- _EXERCISE REQUIREMENTS_: A faithful copy of the entries is required, with no images in it.

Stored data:

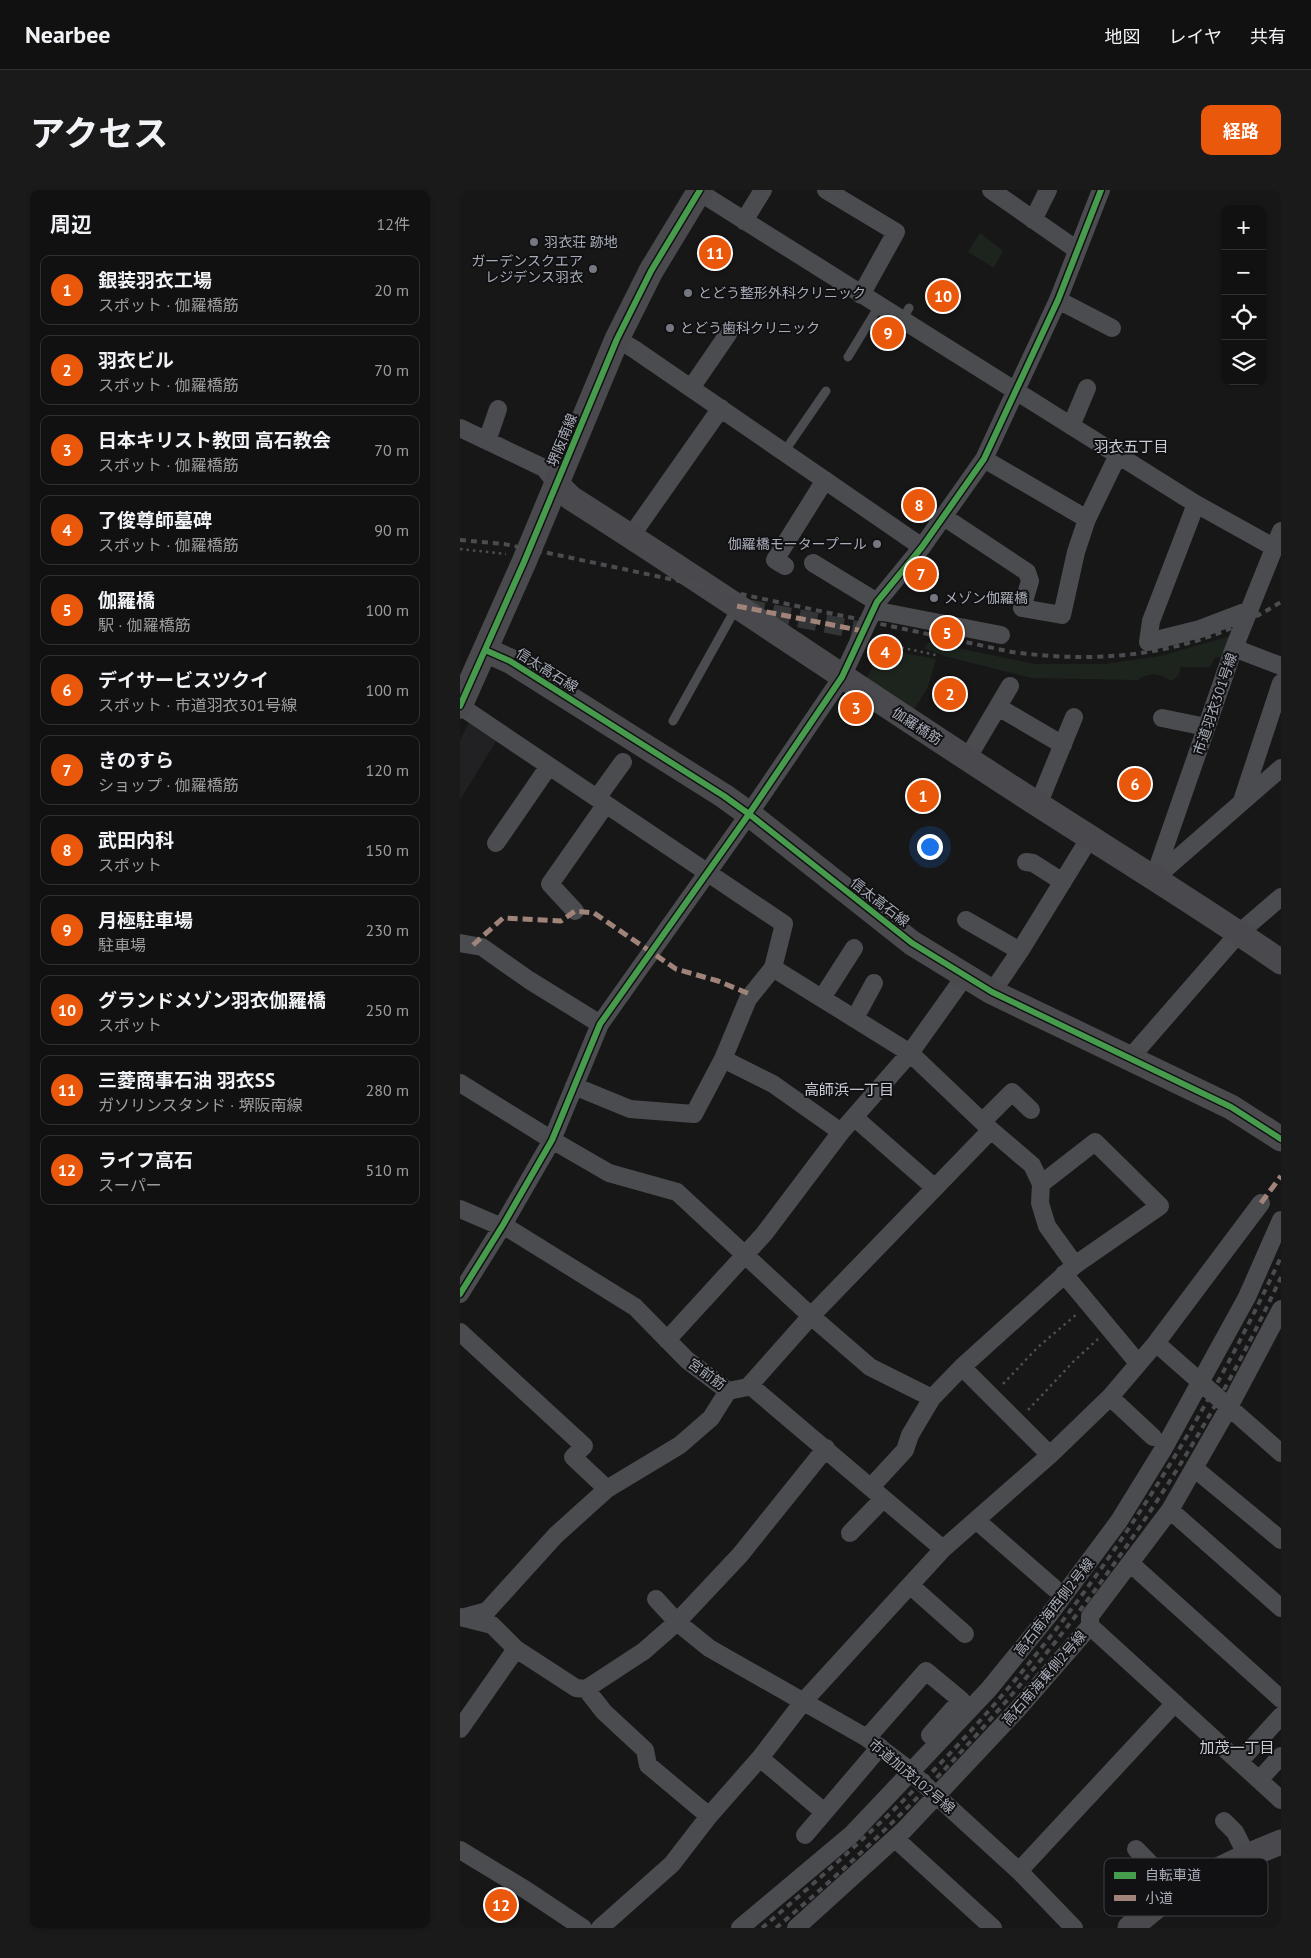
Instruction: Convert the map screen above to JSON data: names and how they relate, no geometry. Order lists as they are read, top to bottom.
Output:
{
  "streets": {
    "main road": ["堺阪南線", "信太高石線", "伽羅橋筋"],
    "street": [
      "市道羽衣301号線",
      "宮前筋",
      "高石南海西側2号線",
      "高石南海東側2号線",
      "市道加茂102号線"
    ]
  },
  "crossings": [
    ["堺阪南線", "信太高石線"],
    ["堺阪南線", "伽羅橋筋"],
    ["市道羽衣301号線", "伽羅橋筋"],
    ["高石南海西側2号線", "市道加茂102号線"],
    ["高石南海東側2号線", "市道加茂102号線"]
  ],
  "districts": ["羽衣五丁目", "高師浜一丁目", "加茂一丁目"],
  "places": [
    "羽衣荘 跡地",
    "ガーデンスクエア レジデンス羽衣",
    "とどう整形外科クリニック",
    "とどう歯科クリニック",
    "伽羅橋モータープール",
    "メゾン伽羅橋"
  ],
  "legend": ["自転車道", "小道"],
  "page": {
    "header": "Nearbee",
    "nav": ["地図", "レイヤ", "共有"],
    "title": "アクセス",
    "buttons": "経路",
    "heading": ["周辺", "12件"],
    "map_buttons": ["+", "−"],
    "pins": [
      "11",
      "10",
      "9",
      "8",
      "7",
      "5",
      "4",
      "2",
      "3",
      "6",
      "1",
      "12"
    ],
    "list": [
      {
        "mark": "1",
        "name": "銀装羽衣工場",
        "note": "スポット · 伽羅橋筋",
        "value": "20 m"
      },
      {
        "mark": "2",
        "name": "羽衣ビル",
        "note": "スポット · 伽羅橋筋",
        "value": "70 m"
      },
      {
        "mark": "3",
        "name": "日本キリスト教団 高石教会",
        "note": "スポット · 伽羅橋筋",
        "value": "70 m"
      },
      {
        "mark": "4",
        "name": "了俊尊師墓碑",
        "note": "スポット · 伽羅橋筋",
        "value": "90 m"
      },
      {
        "mark": "5",
        "name": "伽羅橋",
        "note": "駅 · 伽羅橋筋",
        "value": "100 m"
      },
      {
        "mark": "6",
        "name": "デイサービスツクイ",
        "note": "スポット · 市道羽衣301号線",
        "value": "100 m"
      },
      {
        "mark": "7",
        "name": "きのすら",
        "note": "ショップ · 伽羅橋筋",
        "value": "120 m"
      },
      {
        "mark": "8",
        "name": "武田内科",
        "note": "スポット",
        "value": "150 m"
      },
      {
        "mark": "9",
        "name": "月極駐車場",
        "note": "駐車場",
        "value": "230 m"
      },
      {
        "mark": "10",
        "name": "グランドメゾン羽衣伽羅橋",
        "note": "スポット",
        "value": "250 m"
      },
      {
        "mark": "11",
        "name": "三菱商事石油 羽衣SS",
        "note": "ガソリンスタンド · 堺阪南線",
        "value": "280 m"
      },
      {
        "mark": "12",
        "name": "ライフ高石",
        "note": "スーパー",
        "value": "510 m"
      }
    ]
  }
}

- _WRITTEN RESPONSE_:
Instruction: Convert the map screen above to JSON data: names and how they relate, no geometry. Order lists as they are read, top to bottom.
Output:
{
  "streets": {
    "main road": ["堺阪南線", "信太高石線", "伽羅橋筋"],
    "street": [
      "市道羽衣301号線",
      "宮前筋",
      "高石南海西側2号線",
      "高石南海東側2号線",
      "市道加茂102号線"
    ]
  },
  "crossings": [
    ["堺阪南線", "信太高石線"],
    ["堺阪南線", "伽羅橋筋"],
    ["市道羽衣301号線", "伽羅橋筋"],
    ["高石南海西側2号線", "市道加茂102号線"],
    ["高石南海東側2号線", "市道加茂102号線"]
  ],
  "districts": ["羽衣五丁目", "高師浜一丁目", "加茂一丁目"],
  "places": [
    "羽衣荘 跡地",
    "ガーデンスクエア レジデンス羽衣",
    "とどう整形外科クリニック",
    "とどう歯科クリニック",
    "伽羅橋モータープール",
    "メゾン伽羅橋"
  ],
  "legend": ["自転車道", "小道"],
  "page": {
    "header": "Nearbee",
    "nav": ["地図", "レイヤ", "共有"],
    "title": "アクセス",
    "buttons": "経路",
    "heading": ["周辺", "12件"],
    "map_buttons": ["+", "−"],
    "pins": [
      "11",
      "10",
      "9",
      "8",
      "7",
      "5",
      "4",
      "2",
      "3",
      "6",
      "1",
      "12"
    ],
    "list": [
      {
        "mark": "1",
        "name": "銀装羽衣工場",
        "note": "スポット · 伽羅橋筋",
        "value": "20 m"
      },
      {
        "mark": "2",
        "name": "羽衣ビル",
        "note": "スポット · 伽羅橋筋",
        "value": "70 m"
      },
      {
        "mark": "3",
        "name": "日本キリスト教団 高石教会",
        "note": "スポット · 伽羅橋筋",
        "value": "70 m"
      },
      {
        "mark": "4",
        "name": "了俊尊師墓碑",
        "note": "スポット · 伽羅橋筋",
        "value": "90 m"
      },
      {
        "mark": "5",
        "name": "伽羅橋",
        "note": "駅 · 伽羅橋筋",
        "value": "100 m"
      },
      {
        "mark": "6",
        "name": "デイサービスツクイ",
        "note": "スポット · 市道羽衣301号線",
        "value": "100 m"
      },
      {
        "mark": "7",
        "name": "きのすら",
        "note": "ショップ · 伽羅橋筋",
        "value": "120 m"
      },
      {
        "mark": "8",
        "name": "武田内科",
        "note": "スポット",
        "value": "150 m"
      },
      {
        "mark": "9",
        "name": "月極駐車場",
        "note": "駐車場",
        "value": "230 m"
      },
      {
        "mark": "10",
        "name": "グランドメゾン羽衣伽羅橋",
        "note": "スポット",
        "value": "250 m"
      },
      {
        "mark": "11",
        "name": "三菱商事石油 羽衣SS",
        "note": "ガソリンスタンド · 堺阪南線",
        "value": "280 m"
      },
      {
        "mark": "12",
        "name": "ライフ高石",
        "note": "スーパー",
        "value": "510 m"
      }
    ]
  }
}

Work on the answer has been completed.